What to work on
Down to the last line, write out the entries below exactly and omit all pictures.

Provided entries
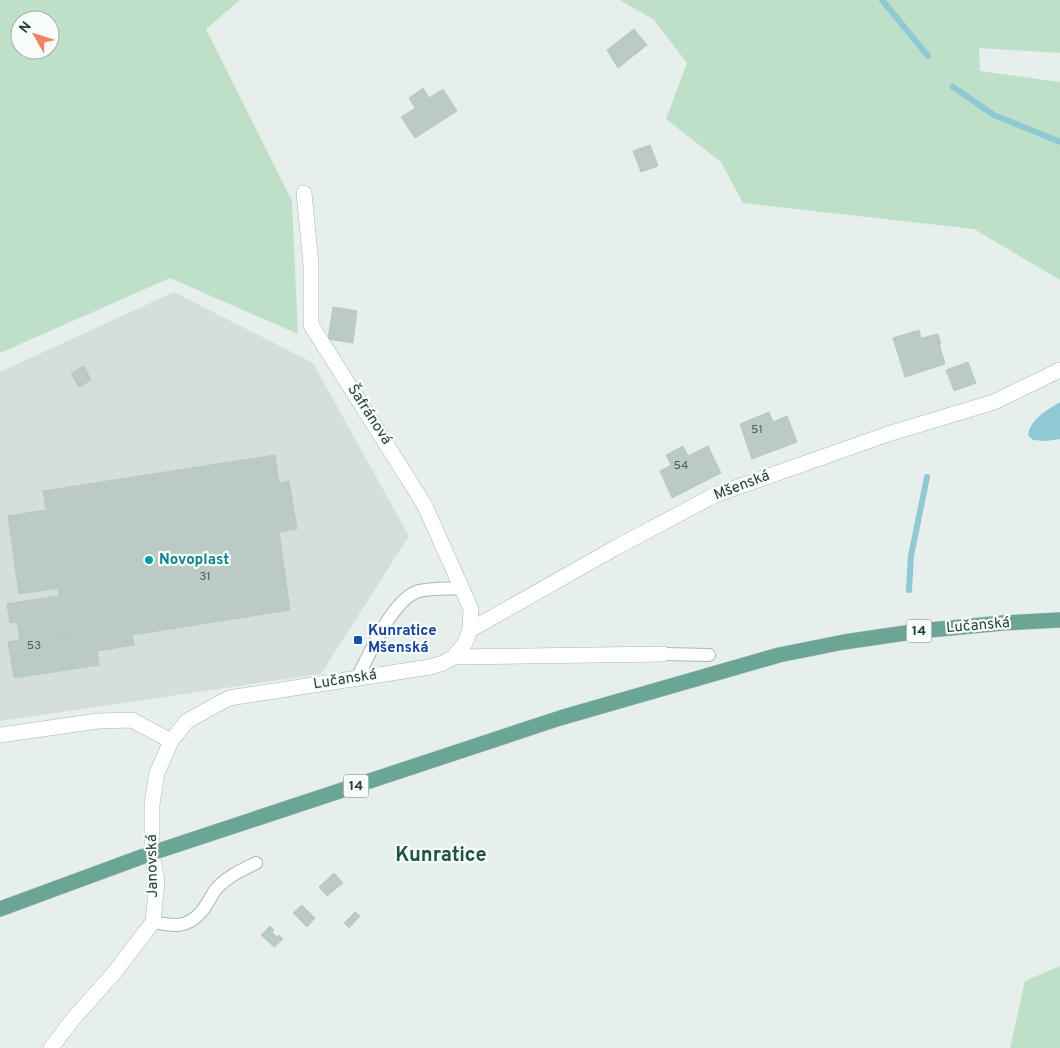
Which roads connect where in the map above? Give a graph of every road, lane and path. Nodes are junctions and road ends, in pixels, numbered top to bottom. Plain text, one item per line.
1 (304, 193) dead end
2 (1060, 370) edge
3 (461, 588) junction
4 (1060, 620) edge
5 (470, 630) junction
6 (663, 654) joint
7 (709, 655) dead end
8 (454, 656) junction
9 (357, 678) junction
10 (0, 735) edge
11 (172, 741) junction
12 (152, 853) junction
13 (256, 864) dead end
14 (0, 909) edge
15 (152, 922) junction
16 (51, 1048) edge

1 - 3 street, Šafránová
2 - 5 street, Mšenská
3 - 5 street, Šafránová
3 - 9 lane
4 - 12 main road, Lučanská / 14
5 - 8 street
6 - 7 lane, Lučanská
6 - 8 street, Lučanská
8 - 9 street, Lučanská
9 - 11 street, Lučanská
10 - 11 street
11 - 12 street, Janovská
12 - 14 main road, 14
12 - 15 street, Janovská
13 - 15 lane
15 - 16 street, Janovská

Solution to the problem
Which roads connect where in the map above? Give a graph of every road, lane and path. Nodes are junctions and road ends, in pixels, numbered top to bottom. Plain text, one item per line.
1 (304, 193) dead end
2 (1060, 370) edge
3 (461, 588) junction
4 (1060, 620) edge
5 (470, 630) junction
6 (663, 654) joint
7 (709, 655) dead end
8 (454, 656) junction
9 (357, 678) junction
10 (0, 735) edge
11 (172, 741) junction
12 (152, 853) junction
13 (256, 864) dead end
14 (0, 909) edge
15 (152, 922) junction
16 (51, 1048) edge

1 - 3 street, Šafránová
2 - 5 street, Mšenská
3 - 5 street, Šafránová
3 - 9 lane
4 - 12 main road, Lučanská / 14
5 - 8 street
6 - 7 lane, Lučanská
6 - 8 street, Lučanská
8 - 9 street, Lučanská
9 - 11 street, Lučanská
10 - 11 street
11 - 12 street, Janovská
12 - 14 main road, 14
12 - 15 street, Janovská
13 - 15 lane
15 - 16 street, Janovská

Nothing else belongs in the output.